**Task description:**
Look at each line of the listing. Copy those that hold the string "Davide".

━━━━━━

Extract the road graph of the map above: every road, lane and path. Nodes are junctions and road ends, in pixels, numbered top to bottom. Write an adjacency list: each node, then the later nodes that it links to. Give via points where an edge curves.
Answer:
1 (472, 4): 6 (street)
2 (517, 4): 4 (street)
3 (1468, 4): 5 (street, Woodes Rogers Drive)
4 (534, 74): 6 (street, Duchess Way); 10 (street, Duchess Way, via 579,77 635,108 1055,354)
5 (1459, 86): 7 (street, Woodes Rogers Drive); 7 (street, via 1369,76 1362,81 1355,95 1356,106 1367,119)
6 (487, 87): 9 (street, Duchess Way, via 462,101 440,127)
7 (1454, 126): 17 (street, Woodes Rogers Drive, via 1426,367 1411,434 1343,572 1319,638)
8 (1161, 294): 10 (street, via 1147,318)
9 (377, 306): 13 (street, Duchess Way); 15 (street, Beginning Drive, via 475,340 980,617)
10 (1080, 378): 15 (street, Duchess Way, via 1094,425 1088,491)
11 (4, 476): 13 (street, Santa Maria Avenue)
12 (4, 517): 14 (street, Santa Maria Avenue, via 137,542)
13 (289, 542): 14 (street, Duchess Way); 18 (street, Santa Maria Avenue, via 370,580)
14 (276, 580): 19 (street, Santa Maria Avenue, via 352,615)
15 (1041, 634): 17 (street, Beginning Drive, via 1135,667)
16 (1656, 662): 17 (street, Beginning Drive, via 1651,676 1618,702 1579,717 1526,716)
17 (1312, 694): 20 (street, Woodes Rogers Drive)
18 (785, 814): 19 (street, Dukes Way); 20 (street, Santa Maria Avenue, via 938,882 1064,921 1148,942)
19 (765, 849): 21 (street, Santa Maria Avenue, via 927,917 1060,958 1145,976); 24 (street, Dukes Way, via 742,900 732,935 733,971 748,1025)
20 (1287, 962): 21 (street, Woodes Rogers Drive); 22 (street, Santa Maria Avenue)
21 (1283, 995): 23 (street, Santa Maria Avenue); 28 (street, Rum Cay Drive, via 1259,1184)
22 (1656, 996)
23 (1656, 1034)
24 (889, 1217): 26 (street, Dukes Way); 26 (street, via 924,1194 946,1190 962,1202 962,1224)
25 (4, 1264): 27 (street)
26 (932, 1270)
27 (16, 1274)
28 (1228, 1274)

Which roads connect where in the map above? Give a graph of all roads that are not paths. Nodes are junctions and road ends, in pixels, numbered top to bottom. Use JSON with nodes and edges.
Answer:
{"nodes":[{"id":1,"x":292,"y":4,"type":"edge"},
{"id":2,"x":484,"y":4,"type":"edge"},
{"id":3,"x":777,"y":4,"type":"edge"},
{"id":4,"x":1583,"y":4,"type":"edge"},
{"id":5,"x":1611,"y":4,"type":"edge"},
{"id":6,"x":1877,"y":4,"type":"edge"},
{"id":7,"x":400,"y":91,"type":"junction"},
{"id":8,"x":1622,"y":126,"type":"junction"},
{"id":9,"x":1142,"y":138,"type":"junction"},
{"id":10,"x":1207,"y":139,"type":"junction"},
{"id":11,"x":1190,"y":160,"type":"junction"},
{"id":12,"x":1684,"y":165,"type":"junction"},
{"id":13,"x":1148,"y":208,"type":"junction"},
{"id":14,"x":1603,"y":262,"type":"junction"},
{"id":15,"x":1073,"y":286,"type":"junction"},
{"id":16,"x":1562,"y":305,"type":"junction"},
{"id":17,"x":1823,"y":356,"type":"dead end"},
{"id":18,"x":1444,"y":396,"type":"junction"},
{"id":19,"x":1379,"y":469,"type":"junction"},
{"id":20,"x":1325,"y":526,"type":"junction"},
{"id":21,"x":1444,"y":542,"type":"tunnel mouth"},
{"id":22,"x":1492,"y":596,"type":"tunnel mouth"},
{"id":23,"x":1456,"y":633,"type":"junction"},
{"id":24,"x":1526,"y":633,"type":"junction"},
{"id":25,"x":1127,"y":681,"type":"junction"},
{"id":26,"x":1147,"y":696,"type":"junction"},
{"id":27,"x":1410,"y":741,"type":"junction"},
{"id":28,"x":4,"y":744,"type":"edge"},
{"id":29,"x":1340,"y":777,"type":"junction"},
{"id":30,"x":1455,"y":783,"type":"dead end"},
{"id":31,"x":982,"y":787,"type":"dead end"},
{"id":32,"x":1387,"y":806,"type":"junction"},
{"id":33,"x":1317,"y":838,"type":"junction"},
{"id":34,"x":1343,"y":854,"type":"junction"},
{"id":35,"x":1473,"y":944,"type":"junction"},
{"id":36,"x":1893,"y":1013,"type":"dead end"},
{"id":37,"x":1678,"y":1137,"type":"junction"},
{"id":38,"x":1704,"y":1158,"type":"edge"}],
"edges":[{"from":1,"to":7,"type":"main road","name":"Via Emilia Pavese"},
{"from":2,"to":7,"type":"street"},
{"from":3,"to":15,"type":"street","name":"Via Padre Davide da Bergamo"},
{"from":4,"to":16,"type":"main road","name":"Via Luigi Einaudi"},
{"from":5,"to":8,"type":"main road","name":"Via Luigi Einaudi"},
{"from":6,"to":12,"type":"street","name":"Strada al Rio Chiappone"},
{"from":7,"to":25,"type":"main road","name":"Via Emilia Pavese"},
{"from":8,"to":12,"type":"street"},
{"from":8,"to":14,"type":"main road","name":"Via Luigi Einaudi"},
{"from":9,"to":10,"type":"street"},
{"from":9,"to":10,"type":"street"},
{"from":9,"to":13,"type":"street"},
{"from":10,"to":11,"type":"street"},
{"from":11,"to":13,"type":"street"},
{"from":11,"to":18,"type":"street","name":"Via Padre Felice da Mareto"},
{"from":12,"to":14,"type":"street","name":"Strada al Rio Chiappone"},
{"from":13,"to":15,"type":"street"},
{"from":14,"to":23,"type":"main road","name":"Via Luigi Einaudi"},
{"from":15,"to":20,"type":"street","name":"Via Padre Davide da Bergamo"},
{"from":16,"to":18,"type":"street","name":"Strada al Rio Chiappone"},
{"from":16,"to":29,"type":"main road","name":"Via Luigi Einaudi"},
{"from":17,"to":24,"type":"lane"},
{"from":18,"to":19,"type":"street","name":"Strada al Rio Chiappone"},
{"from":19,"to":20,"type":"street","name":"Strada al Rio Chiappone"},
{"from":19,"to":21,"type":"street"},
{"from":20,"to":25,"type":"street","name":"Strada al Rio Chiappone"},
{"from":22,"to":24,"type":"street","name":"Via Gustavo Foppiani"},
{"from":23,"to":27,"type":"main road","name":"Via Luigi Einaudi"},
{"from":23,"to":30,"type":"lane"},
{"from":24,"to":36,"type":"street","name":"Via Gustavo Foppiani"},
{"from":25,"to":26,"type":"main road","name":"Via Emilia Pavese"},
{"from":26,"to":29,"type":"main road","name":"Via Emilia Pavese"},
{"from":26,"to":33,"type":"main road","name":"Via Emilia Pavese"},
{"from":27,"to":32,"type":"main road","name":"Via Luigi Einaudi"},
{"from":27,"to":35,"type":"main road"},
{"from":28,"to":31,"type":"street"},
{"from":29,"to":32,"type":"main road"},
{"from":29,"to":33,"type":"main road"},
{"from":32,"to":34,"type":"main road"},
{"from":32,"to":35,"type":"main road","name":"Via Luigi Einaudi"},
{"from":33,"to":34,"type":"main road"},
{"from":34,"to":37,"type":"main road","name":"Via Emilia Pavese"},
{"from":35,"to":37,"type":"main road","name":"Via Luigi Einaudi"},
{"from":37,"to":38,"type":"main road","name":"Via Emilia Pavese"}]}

━━━━━━

**Result of this exercise:**
{"from":3,"to":15,"type":"street","name":"Via Padre Davide da Bergamo"},
{"from":15,"to":20,"type":"street","name":"Via Padre Davide da Bergamo"},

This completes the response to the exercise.